Ale najlepszy tekst, jaki usłyszałam podczas całego trwania tego przezabawnego odcinka brzmiał mniej więcej tak: "Moja matka chciałaby, żebym ubierała się na różowo i była wytapetowaną tipsiarą."
Ja. Pierdolę.
Jestem w stanie zrozumieć okres buntu szesnastolatki, która pstro ma jeszcze w głowie i każdą sugestię / radę / zakaz / nakaz rodziców odbiera jako bezpośredni atak na swoją niewykształconą jeszcze, ale już tak przecież zajebiście dorosłą osóbkę. Rozumiem to, serio, taki okres. Trzeba przeczekać i cierpliwie tłuc gówniarzerii do głowy słuszne wartości. Ale ludzie, kurwa, jeśli dwudziestolatka przychodzi do domu wystrojona w uber gockie łachy i zieje białymi soczewkami, zlizując sobie na sesjach foto krew z łap, matka jej mówi "chciałabym, żebyś wyglądała jak normalna dziewczyna", a ona w swojej bucie i niedojrzałości opowiada na pół polski, że rodzicielka chce z niej zrobić tipsiarę... FACEPALM W CHUJ. Dzisiejsze społeczne normy za "normalną" dziewczynę uważają niewiastę ubraną TAK, TAK czy TAK (przykładowe foty z google). Powiedzmy. Fajne dupy w modnych ciuchach, wcale fajne i apetyczne. Różu, jak widać, tapety oraz tipsów brak. Czy potrafią tą subtelną różnicę, między współczesną społeczną "normalnością", a "krańcowym zpustakowieniem" dostrzec tylko albo osoby naprawde zajebiście zdystansowane do siebie, albo te postronne, których to bezpośrednio nie dotyczy? Na chuj takie popadanie w skrajność, że jeśli nie akceptują gockich koronek i pentagramów to zaraz chcą Cię wcisnąć w lateksową kieckę z najnowszej kolekcji "Barbie jako Różowa Domina?" Tak chcecie być uważani za dojrzałych, o innych mówiąc, że są "ograniczeni i zamknięci na inność", podczas gdy sami niemal na każdym kroku pokazujecie, że to w Waszych głowach tkwią granice nie do przekroczenia. Używajcie mózgu, jeśli nie chcecie sugerować innym jego braku - od dawna to powtarzam.
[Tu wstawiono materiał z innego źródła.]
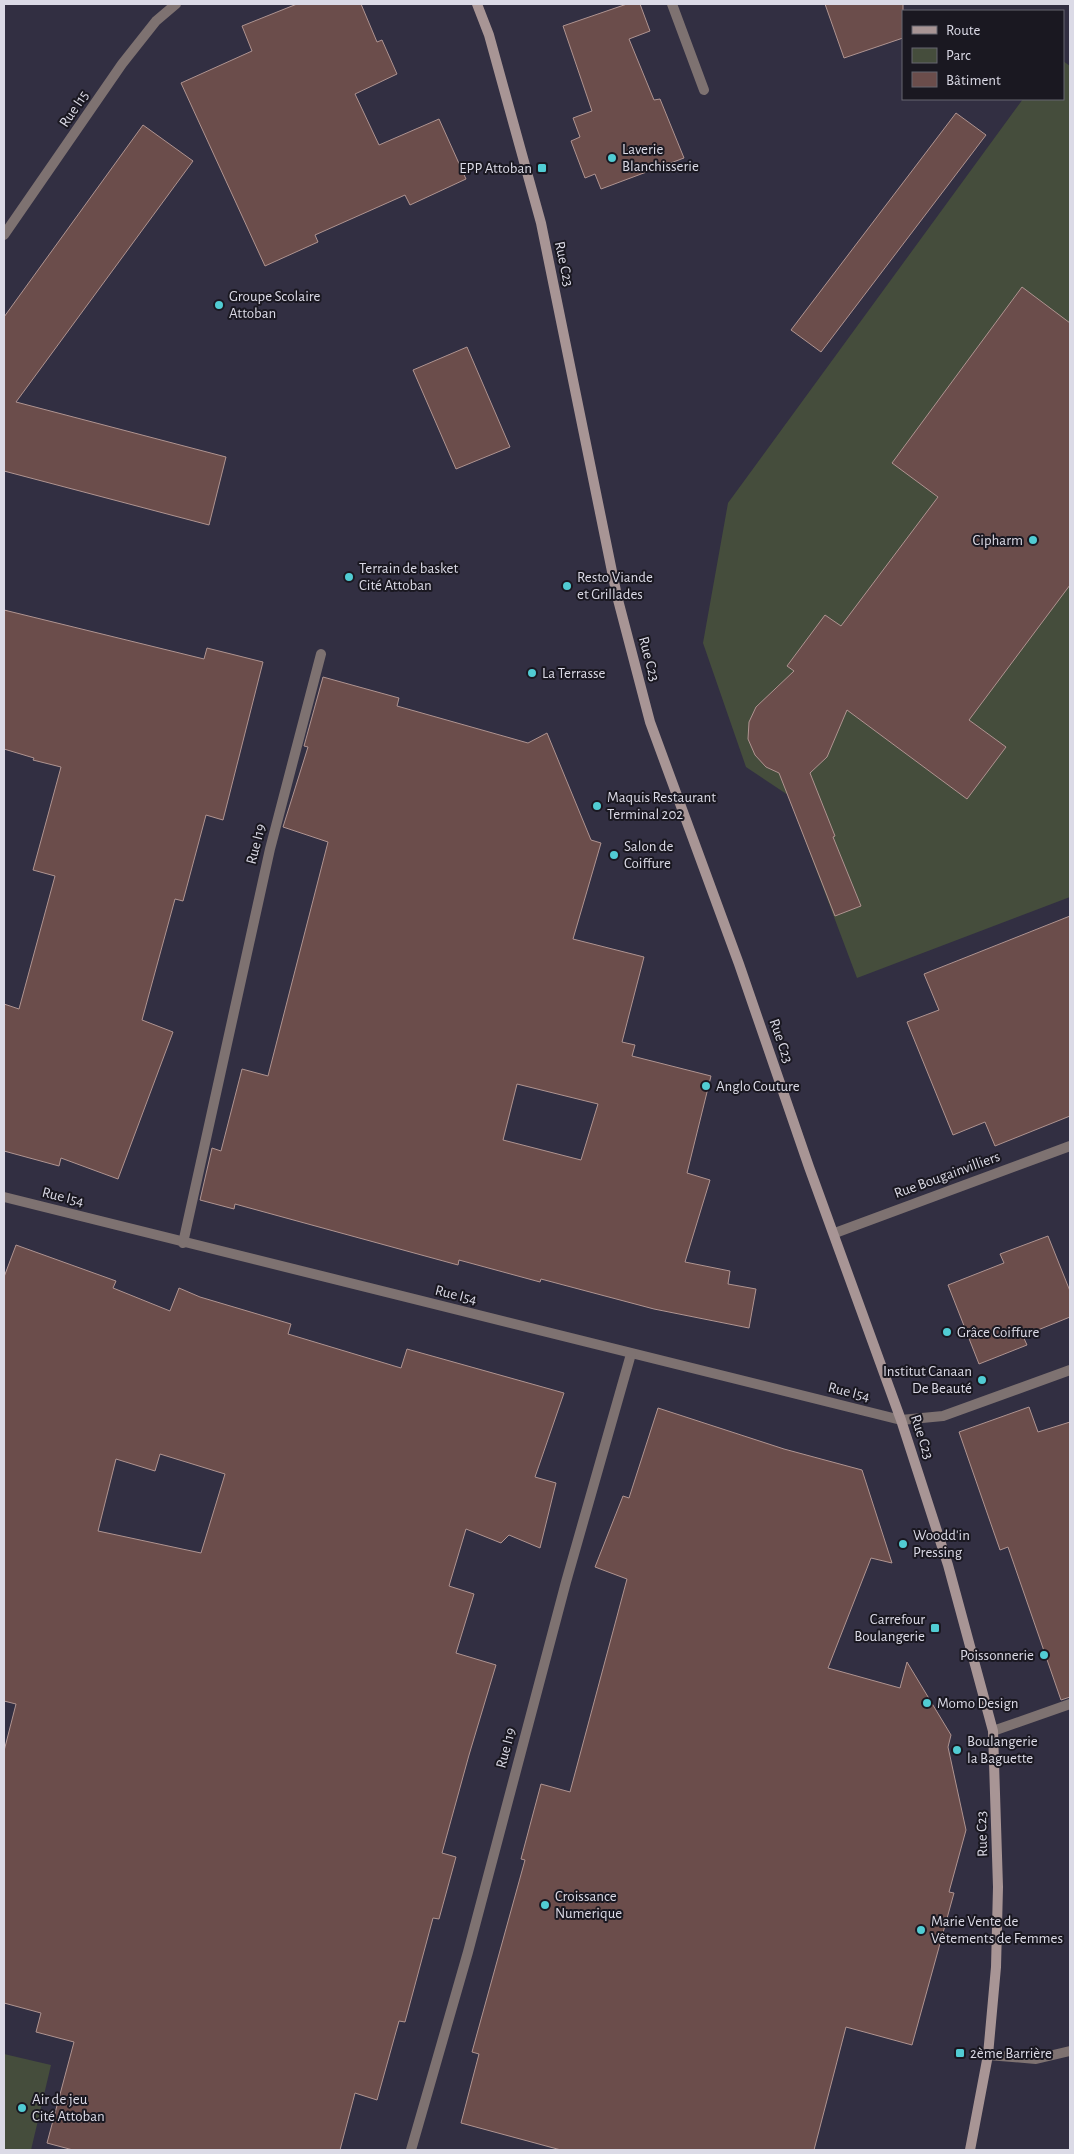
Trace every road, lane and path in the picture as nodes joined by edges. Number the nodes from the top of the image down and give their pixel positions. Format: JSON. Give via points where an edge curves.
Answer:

Coraz bardziej przestaję szanować to całe "kolorowe towarzystwo" - nie ze względu na wygląd, tylko ze względu na to, że co jeden, to głupszy.
Zamknij oczy, mała dziewczynko!
Jesteś teraz księżniczką,
ty rządzisz tym światem.
http://www.youtube.com/watch?v=mVptPd299Ow
Ale zaraz. Coś tu nie gra. Jesteście vege i nosicie skórzane glany, chwaląc się ich zajebistością poprzez zdjęcia na fotoblogach? Jesteście vege i używacie kosmetyków testowanych na zwierzętach, które widać w tle waszych foci, poustawiane na półeczkach w łazience? Jesteście vege i palicie papierosy, w których filtrach coraz częściej używane są śladowe ilości świńskiej krwi? Hm.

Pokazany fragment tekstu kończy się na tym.